The minimal surface equation is uniformly elliptic, at least in the sense that its linearization at any solution is uniformly elliptic. It will be convenient to rewrite the equation as $$\nabla \cdot \left(\frac{\nabla u}{\sqrt{1 + |\nabla u|^2}}\right) = 0$$ (this is the standard way that the equation is written on euclidean space, anyways). We now have the coefficient $A_{ij} = (1 + |\nabla u|^2)^{-1/2} \delta_{ij}$, and the PDE is $Pu := \nabla \cdot (A\nabla u) = 0$.
By elliptic regularity, the solution $u$ is smooth, so there exists $\varepsilon > 0$ such that on $B_{3/4}$ (say) we have $|\nabla u| < \varepsilon^{-1}$. On $\{|\nabla u| < 1\} \cap B_{3/4}$ we have $A_{ii} > 1/10$, and on $\{|\nabla u| \geq 1\} \cap B_{3/4}$ we have $A_{ii} > \varepsilon^{1/2}/10$. Therefore $P$ is a uniformly elliptic operator and we can apply the usual proof of Harnack's inequality.
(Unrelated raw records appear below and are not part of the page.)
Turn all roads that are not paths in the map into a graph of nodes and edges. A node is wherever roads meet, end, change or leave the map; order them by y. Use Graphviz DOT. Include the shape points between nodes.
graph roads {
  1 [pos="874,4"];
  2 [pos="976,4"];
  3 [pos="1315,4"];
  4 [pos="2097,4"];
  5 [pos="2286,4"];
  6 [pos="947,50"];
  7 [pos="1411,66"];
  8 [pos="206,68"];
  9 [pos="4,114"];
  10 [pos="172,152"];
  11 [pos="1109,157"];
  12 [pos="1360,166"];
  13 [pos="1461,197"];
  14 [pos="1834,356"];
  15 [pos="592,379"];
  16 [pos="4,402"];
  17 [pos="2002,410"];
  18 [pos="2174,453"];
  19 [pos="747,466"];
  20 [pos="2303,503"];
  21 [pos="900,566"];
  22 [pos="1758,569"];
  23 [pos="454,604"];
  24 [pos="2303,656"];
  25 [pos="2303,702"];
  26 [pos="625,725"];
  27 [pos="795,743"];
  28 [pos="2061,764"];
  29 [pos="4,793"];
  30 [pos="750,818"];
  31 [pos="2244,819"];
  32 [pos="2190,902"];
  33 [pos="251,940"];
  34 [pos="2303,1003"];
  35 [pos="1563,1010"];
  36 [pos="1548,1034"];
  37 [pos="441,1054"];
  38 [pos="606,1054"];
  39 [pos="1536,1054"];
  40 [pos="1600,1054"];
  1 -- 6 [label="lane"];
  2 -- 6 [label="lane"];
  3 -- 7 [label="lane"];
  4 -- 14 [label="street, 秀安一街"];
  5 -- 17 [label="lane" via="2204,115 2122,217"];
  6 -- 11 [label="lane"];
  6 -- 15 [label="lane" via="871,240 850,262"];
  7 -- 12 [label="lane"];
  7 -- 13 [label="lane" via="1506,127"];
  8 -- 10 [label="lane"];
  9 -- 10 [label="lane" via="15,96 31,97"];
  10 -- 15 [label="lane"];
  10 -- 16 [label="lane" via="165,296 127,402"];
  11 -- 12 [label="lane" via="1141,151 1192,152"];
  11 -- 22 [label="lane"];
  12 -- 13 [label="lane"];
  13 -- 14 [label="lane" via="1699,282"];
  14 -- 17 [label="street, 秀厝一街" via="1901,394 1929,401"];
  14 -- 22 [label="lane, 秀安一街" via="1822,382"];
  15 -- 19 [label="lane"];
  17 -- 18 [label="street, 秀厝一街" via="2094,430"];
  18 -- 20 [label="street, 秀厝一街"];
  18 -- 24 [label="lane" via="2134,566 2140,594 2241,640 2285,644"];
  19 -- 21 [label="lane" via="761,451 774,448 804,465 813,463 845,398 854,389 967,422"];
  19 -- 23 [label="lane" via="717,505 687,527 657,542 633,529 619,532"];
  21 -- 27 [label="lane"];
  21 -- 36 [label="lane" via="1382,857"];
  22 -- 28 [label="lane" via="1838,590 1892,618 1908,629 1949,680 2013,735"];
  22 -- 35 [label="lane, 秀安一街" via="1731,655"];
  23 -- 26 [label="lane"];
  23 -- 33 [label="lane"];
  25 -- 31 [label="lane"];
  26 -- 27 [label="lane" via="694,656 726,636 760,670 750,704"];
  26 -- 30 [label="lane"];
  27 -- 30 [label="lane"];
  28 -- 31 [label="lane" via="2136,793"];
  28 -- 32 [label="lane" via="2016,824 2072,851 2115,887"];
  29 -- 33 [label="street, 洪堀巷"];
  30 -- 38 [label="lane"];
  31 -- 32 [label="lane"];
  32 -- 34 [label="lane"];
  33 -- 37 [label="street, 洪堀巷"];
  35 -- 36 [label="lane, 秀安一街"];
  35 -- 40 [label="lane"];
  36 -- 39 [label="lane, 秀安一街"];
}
EDIT: I guess this doesn't answer the question of whether we can remove the dependence of $C$ on the ellipticity constant. The answer is no, $C$ must depend on the ellipticity. I don't have an explicit example using a minimal surface, but you can already see why this is problematic by taking $(au')' = 0$ on $(0, 1)$. Clearly this is equivalent to the PDE $$au'' + a'u' = 0$$ and we can take $a(x) = x^2 + \delta$. Then the solution to the equation is $$u(x) = \delta^{-1/2} \arctan(\delta^{-1/2} x)$$ which is positive on $(0, 1)$, and for $\delta$ small is approximately arbitrarily well by $x/\delta$. Thus the Harnack inequality, taken say in $(1/4, 3/4)$ becomes arbitrarily bad!